§ **Work request**: Read through the material below and find each line that has the word "Front"; copy it.

§ **Data provided**:

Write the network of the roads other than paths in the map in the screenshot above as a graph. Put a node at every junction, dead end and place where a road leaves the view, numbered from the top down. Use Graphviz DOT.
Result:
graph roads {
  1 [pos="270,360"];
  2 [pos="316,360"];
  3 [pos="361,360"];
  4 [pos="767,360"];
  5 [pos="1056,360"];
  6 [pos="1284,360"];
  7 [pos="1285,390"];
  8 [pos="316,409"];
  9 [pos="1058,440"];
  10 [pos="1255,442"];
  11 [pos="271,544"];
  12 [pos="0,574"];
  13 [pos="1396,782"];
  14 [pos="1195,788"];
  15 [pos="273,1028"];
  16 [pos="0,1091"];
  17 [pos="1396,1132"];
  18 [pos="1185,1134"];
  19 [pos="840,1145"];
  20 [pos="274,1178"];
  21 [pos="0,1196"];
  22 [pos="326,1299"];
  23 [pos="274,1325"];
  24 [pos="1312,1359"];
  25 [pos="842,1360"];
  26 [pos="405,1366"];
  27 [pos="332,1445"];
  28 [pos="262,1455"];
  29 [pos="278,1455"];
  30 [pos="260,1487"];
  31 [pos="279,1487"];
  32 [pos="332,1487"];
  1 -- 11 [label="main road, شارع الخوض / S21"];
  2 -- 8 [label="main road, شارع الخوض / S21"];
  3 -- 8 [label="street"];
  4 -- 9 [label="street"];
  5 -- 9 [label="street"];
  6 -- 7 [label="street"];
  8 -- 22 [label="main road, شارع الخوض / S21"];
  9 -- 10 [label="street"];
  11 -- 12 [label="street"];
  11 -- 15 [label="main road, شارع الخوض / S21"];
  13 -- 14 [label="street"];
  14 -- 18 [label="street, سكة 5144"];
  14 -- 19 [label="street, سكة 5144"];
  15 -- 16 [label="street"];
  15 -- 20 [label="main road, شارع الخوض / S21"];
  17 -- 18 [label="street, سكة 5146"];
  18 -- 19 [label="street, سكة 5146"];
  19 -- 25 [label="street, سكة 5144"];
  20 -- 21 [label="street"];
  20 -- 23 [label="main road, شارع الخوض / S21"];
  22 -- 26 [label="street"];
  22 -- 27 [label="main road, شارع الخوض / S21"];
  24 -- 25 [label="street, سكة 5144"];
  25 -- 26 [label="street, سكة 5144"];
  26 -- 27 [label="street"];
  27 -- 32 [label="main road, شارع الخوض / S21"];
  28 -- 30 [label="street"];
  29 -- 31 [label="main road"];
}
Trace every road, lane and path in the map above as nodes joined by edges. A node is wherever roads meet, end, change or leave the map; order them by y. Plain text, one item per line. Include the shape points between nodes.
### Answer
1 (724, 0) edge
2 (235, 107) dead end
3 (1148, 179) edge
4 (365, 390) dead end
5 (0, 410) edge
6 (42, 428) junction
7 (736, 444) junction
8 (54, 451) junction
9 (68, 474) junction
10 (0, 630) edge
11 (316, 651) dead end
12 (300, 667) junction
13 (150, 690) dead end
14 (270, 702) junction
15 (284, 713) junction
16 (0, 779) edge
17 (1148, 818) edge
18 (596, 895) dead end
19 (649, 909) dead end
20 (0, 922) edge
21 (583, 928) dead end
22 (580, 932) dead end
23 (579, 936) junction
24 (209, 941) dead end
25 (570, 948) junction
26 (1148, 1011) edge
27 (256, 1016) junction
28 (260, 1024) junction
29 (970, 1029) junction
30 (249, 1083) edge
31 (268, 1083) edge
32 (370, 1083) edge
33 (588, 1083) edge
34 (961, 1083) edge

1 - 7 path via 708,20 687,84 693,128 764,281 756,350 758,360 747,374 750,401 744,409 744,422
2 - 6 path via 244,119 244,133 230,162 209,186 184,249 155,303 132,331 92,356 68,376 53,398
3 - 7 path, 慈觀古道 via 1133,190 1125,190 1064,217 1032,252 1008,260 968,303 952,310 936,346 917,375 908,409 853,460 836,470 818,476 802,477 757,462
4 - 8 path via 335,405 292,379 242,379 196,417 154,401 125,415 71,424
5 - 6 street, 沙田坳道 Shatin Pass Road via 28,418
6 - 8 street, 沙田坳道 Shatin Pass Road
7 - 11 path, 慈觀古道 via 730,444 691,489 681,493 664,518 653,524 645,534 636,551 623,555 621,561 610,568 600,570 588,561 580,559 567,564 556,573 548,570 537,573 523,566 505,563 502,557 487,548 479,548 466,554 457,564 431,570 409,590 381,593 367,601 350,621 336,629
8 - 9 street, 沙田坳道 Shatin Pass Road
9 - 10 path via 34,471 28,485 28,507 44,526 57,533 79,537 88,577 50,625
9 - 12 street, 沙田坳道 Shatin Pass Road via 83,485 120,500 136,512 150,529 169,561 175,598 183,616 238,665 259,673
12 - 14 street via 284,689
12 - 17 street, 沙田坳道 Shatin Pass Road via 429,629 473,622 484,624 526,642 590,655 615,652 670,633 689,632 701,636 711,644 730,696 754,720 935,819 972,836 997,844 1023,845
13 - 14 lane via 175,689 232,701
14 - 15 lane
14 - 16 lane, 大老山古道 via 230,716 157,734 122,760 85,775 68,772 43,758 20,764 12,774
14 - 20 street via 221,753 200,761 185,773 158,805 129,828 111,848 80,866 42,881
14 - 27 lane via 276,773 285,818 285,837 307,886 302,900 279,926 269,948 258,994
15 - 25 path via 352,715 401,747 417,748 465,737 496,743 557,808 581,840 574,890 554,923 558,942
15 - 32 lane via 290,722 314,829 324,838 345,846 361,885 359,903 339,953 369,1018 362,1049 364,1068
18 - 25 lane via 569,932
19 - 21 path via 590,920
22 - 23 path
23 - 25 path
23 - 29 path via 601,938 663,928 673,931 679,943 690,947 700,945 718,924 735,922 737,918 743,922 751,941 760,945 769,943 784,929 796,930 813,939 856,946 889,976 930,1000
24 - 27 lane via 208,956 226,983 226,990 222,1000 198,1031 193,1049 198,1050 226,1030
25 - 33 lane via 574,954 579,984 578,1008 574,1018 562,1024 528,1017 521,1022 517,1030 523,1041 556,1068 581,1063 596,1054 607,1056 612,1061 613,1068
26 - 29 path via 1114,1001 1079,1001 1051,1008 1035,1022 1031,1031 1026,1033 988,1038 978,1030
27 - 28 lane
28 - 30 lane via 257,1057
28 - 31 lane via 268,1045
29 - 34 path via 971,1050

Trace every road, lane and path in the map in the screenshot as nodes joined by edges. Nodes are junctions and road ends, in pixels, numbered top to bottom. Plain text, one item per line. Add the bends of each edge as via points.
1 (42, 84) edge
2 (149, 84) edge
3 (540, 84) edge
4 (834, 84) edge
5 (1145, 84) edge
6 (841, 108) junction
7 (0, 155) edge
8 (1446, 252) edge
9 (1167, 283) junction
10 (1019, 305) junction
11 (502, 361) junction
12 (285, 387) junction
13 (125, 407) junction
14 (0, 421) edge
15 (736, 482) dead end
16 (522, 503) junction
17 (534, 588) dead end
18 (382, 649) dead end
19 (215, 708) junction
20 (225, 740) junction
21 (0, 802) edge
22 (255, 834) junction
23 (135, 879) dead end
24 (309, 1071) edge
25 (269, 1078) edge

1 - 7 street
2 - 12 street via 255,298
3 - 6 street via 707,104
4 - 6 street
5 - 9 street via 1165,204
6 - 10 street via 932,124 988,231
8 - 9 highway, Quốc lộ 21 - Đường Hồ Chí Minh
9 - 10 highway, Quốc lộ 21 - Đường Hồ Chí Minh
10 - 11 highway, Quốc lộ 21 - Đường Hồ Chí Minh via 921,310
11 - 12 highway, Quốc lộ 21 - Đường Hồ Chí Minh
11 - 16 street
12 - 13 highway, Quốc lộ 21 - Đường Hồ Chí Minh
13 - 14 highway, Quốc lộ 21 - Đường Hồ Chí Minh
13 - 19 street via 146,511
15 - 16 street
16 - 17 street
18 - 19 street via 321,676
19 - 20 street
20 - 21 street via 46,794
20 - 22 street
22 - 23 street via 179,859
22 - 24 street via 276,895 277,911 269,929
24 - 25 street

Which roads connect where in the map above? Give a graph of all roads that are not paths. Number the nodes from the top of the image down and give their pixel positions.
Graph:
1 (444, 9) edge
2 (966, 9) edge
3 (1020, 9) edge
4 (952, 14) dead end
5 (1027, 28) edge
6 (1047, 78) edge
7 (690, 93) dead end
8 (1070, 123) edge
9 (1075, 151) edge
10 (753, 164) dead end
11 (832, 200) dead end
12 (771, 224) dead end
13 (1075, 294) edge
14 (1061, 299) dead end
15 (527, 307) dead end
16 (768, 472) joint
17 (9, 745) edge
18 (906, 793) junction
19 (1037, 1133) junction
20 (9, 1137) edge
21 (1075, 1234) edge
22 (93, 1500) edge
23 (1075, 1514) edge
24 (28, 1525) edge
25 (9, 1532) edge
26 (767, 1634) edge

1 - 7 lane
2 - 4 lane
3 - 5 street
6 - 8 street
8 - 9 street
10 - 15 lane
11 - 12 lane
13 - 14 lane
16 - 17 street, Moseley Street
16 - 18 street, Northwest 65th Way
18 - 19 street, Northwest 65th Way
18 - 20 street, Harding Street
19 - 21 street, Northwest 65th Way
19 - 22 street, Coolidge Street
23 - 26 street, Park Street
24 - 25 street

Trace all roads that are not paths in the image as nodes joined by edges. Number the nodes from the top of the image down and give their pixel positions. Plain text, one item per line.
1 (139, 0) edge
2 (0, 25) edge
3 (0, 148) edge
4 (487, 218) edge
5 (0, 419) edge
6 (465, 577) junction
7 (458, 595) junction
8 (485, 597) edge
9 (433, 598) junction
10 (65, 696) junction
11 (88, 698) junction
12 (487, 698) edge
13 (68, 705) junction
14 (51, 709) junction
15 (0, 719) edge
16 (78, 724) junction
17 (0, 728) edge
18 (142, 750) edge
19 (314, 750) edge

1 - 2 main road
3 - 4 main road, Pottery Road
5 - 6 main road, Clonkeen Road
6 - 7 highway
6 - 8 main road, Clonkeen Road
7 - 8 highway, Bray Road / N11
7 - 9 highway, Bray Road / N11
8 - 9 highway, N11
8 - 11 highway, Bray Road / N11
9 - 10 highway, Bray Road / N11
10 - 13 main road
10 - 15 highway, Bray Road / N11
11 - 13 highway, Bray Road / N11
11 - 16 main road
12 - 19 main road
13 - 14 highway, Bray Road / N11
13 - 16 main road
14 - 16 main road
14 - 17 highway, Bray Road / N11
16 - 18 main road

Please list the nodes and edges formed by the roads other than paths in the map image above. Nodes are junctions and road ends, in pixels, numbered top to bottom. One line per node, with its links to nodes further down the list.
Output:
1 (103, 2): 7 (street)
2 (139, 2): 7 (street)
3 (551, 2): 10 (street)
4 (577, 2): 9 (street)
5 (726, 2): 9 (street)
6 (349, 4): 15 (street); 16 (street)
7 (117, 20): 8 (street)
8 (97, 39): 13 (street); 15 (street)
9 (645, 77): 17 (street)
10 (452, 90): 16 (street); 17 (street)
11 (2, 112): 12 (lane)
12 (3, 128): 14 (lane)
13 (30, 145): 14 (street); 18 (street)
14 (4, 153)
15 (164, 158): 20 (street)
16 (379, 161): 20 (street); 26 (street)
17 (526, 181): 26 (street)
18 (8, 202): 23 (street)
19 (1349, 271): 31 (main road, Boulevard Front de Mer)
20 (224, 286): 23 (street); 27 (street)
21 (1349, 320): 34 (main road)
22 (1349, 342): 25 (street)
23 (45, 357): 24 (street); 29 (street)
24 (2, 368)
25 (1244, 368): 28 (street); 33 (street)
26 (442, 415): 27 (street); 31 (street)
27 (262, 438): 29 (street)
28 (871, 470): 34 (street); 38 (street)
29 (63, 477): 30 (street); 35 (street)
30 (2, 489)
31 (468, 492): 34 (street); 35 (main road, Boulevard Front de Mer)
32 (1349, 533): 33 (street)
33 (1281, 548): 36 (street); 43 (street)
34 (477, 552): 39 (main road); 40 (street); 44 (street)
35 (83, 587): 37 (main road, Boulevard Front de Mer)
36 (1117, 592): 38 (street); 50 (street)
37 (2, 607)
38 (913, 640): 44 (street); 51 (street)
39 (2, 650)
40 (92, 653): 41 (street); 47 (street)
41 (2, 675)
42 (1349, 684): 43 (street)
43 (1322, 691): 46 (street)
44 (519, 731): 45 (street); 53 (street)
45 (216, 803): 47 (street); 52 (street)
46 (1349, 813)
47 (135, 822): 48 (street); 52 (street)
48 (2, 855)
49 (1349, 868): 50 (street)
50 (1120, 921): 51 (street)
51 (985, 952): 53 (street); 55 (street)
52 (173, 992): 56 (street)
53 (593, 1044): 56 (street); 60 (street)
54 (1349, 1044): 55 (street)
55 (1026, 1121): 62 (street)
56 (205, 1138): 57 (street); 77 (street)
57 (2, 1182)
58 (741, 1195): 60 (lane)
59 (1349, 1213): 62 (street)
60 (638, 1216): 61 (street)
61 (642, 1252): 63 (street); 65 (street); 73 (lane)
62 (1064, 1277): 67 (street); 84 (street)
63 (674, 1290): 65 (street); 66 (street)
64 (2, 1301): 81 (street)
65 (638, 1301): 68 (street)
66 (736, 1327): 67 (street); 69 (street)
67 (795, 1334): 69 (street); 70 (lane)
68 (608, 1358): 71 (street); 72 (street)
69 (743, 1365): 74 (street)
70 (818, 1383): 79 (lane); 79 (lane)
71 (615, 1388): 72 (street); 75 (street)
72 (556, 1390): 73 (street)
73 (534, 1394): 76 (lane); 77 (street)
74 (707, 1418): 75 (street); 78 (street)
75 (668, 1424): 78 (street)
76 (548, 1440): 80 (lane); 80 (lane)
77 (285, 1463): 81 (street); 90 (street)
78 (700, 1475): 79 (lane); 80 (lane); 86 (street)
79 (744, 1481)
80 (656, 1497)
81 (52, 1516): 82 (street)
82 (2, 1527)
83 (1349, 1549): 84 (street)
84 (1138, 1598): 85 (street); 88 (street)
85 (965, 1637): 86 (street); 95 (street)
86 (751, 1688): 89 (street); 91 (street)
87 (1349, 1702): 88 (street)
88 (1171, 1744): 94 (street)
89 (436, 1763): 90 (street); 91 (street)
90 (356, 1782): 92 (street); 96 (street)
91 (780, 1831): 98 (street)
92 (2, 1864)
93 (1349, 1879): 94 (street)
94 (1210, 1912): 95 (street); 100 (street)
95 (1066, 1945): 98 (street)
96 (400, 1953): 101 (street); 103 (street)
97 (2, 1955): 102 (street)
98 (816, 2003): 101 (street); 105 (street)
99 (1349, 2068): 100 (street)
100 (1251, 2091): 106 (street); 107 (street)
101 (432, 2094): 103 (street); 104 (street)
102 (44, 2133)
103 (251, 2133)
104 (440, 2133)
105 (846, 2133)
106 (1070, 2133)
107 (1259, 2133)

§ **Response for this exercise**:
19 (1349, 271): 31 (main road, Boulevard Front de Mer)
31 (468, 492): 34 (street); 35 (main road, Boulevard Front de Mer)
35 (83, 587): 37 (main road, Boulevard Front de Mer)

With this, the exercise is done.